**WHAT THE TASK ASKS**
All that should be output is the block of lines below from the line with "index tip: (812, 948)" to the line with "ring pip: (1121, 900)", both included, exactly as written.

**EXTRACTED INFORMATION**
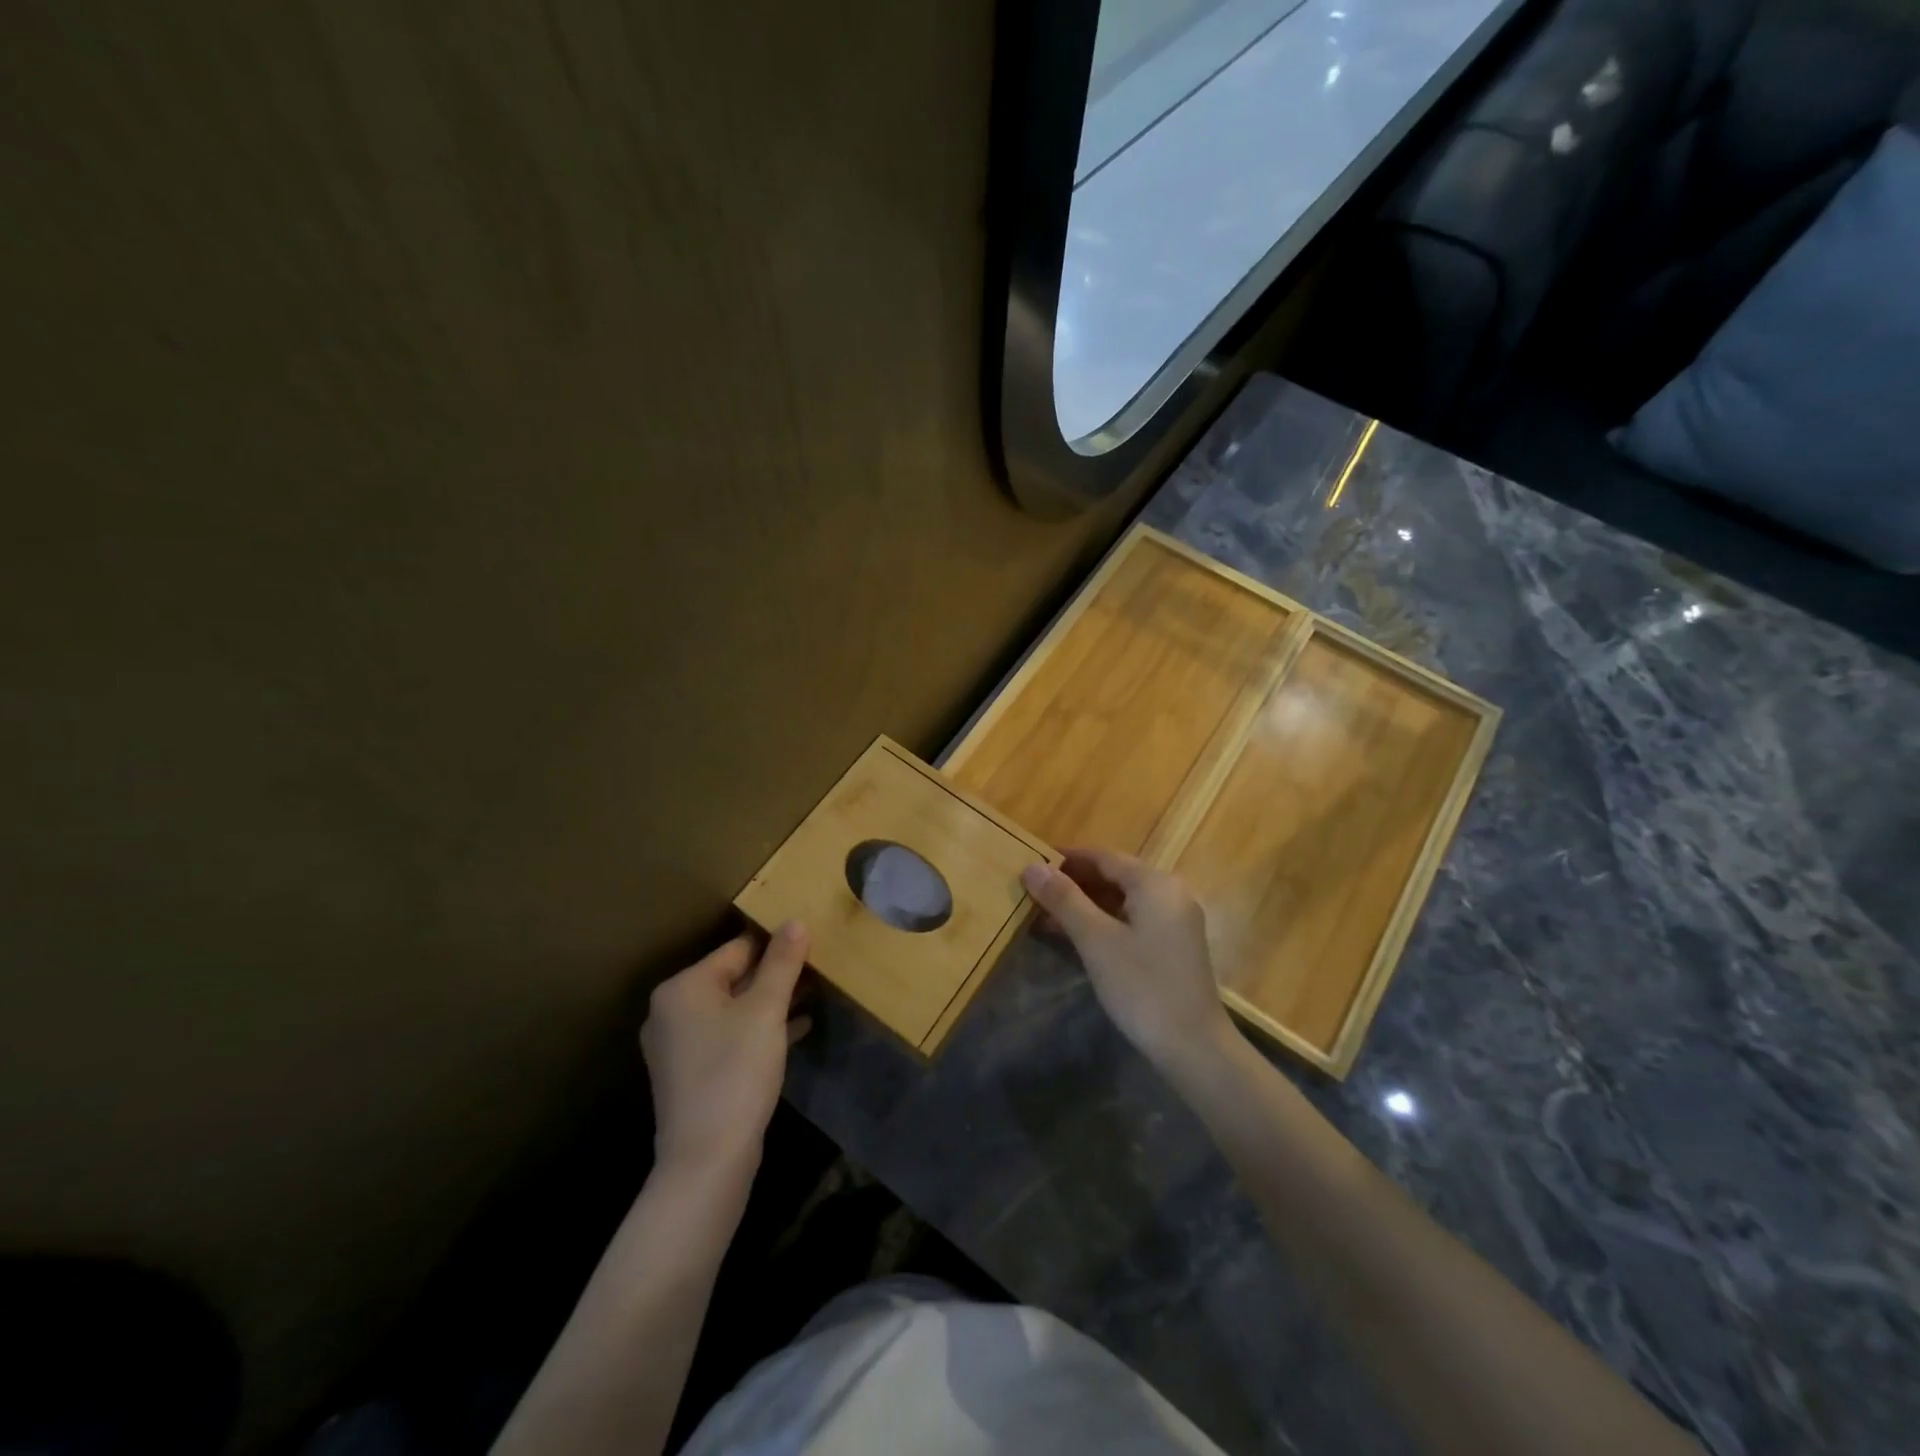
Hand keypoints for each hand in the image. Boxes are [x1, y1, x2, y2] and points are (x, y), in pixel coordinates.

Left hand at [641, 922, 810, 1181]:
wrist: (707, 1160)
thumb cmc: (735, 1072)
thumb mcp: (766, 1010)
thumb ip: (782, 962)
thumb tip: (796, 921)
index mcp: (683, 987)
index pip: (738, 949)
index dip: (777, 946)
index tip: (812, 948)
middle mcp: (672, 1010)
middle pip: (734, 978)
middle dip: (775, 976)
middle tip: (816, 973)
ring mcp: (678, 1045)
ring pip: (733, 1009)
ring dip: (771, 1003)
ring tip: (812, 997)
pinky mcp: (690, 1074)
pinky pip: (729, 1036)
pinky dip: (758, 1030)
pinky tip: (796, 1031)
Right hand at [1022, 848, 1232, 1070]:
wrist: (1193, 1047)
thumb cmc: (1142, 985)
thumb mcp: (1096, 939)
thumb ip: (1064, 899)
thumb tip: (1032, 865)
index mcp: (1155, 883)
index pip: (1104, 857)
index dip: (1066, 858)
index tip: (1032, 862)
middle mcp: (1170, 893)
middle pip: (1114, 876)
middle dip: (1073, 882)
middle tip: (1033, 890)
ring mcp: (1174, 922)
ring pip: (1121, 900)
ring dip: (1084, 905)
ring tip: (1044, 913)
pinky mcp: (1172, 946)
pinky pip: (1131, 921)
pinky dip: (1102, 923)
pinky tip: (1073, 936)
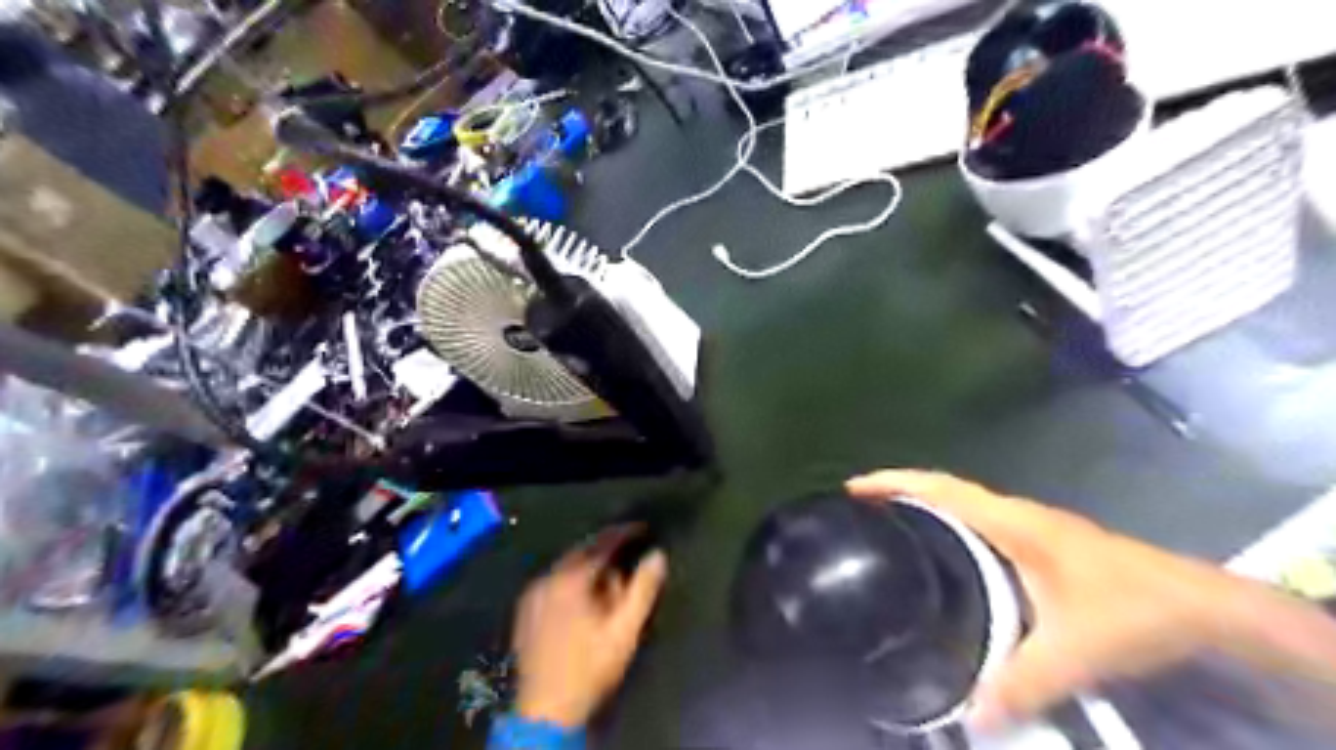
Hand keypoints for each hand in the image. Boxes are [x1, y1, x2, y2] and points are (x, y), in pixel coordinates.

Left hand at [512, 528, 666, 726]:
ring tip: (610, 578)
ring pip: (566, 567)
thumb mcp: (624, 630)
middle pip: (581, 552)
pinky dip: (571, 580)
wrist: (545, 711)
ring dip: (589, 566)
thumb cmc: (590, 667)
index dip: (624, 533)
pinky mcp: (526, 610)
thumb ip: (642, 589)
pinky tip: (584, 597)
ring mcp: (533, 594)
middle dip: (605, 549)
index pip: (602, 543)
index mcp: (571, 579)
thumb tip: (657, 555)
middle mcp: (547, 578)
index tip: (643, 528)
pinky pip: (553, 582)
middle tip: (628, 553)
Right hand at [850, 471, 1334, 729]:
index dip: (895, 481)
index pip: (941, 488)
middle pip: (945, 489)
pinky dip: (951, 525)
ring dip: (925, 506)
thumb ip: (1022, 682)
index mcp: (1012, 522)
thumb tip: (970, 717)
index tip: (854, 487)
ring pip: (964, 505)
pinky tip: (945, 556)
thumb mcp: (1073, 650)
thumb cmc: (1132, 610)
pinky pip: (980, 523)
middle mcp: (1015, 515)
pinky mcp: (1043, 543)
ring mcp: (1031, 526)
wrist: (1203, 606)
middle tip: (860, 511)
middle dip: (900, 490)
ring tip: (890, 528)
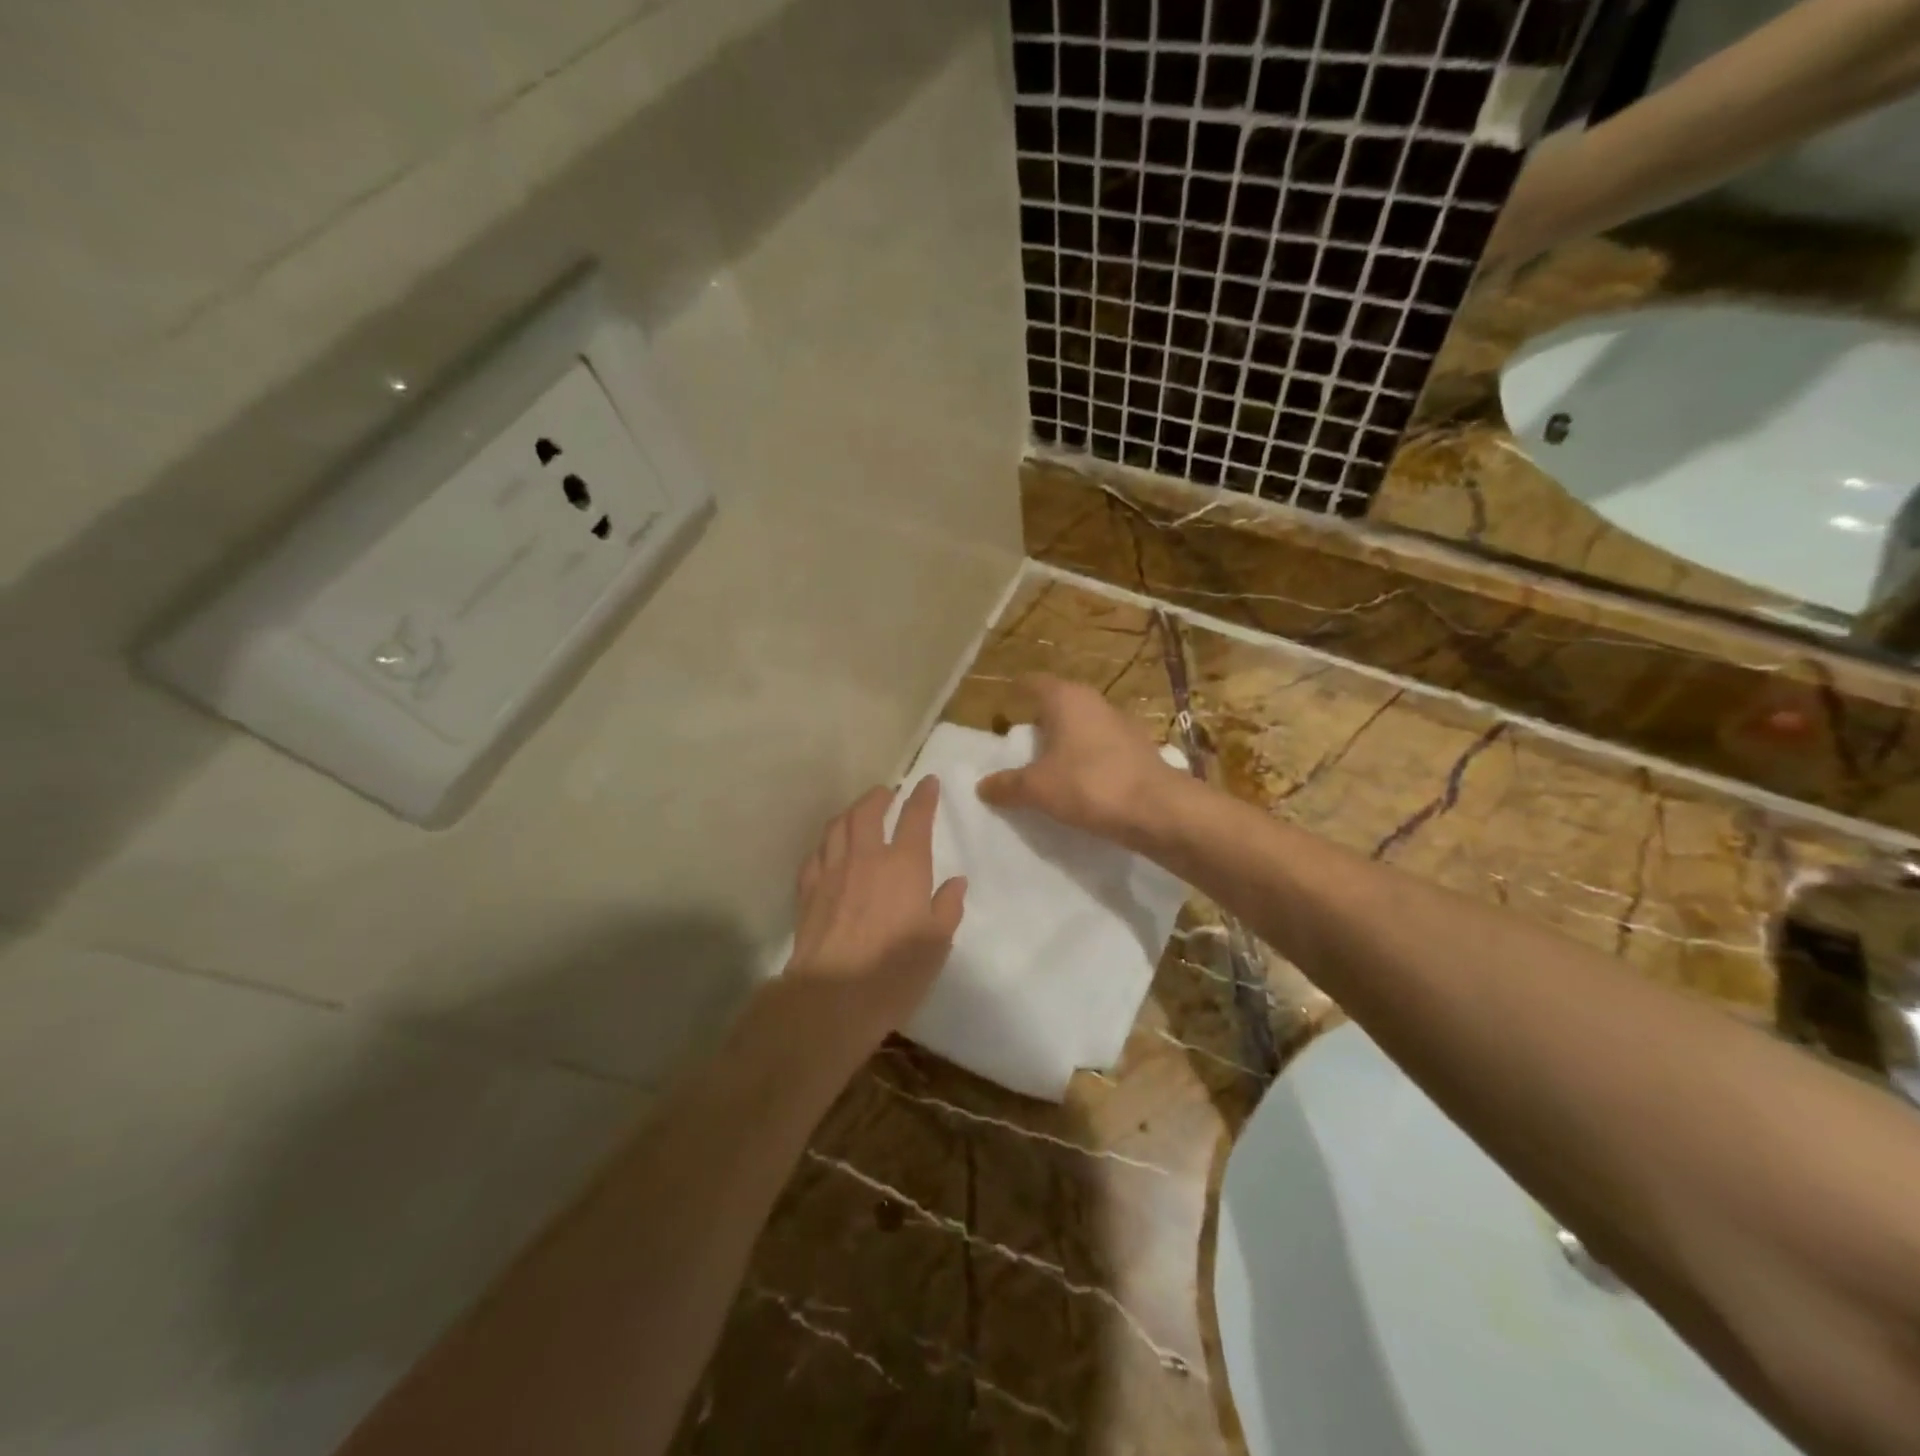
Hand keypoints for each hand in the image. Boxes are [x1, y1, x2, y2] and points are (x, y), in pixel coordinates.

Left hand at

**SOLUTION TO THIS PROBLEM**
index tip: (812, 948)
middle mcp: (672, 1010)
middle pip: (734, 978)
middle dip: (775, 976)
middle tip: (816, 973)
ring mcp: (678, 1045)
ring pip: (733, 1009)
ring dip: (771, 1003)
ring tip: (812, 997)
pinky mcp: (690, 1074)
pinky pip: (729, 1036)
pinky dip: (758, 1030)
pinky tip: (796, 1031)
Right hand at [1022, 848, 1232, 1070]:
wrist: (1193, 1047)
thumb cmc: (1142, 985)
thumb mcp: (1096, 939)
thumb ip: (1064, 899)
thumb tip: (1032, 865)
index mcp: (1155, 883)
index pip: (1104, 857)
index dip: (1066, 858)
index tip: (1032, 862)
middle mcp: (1170, 893)
middle pip: (1114, 876)
middle dip: (1073, 882)
middle tip: (1033, 890)
ring mcp: (1174, 922)
ring pip: (1121, 900)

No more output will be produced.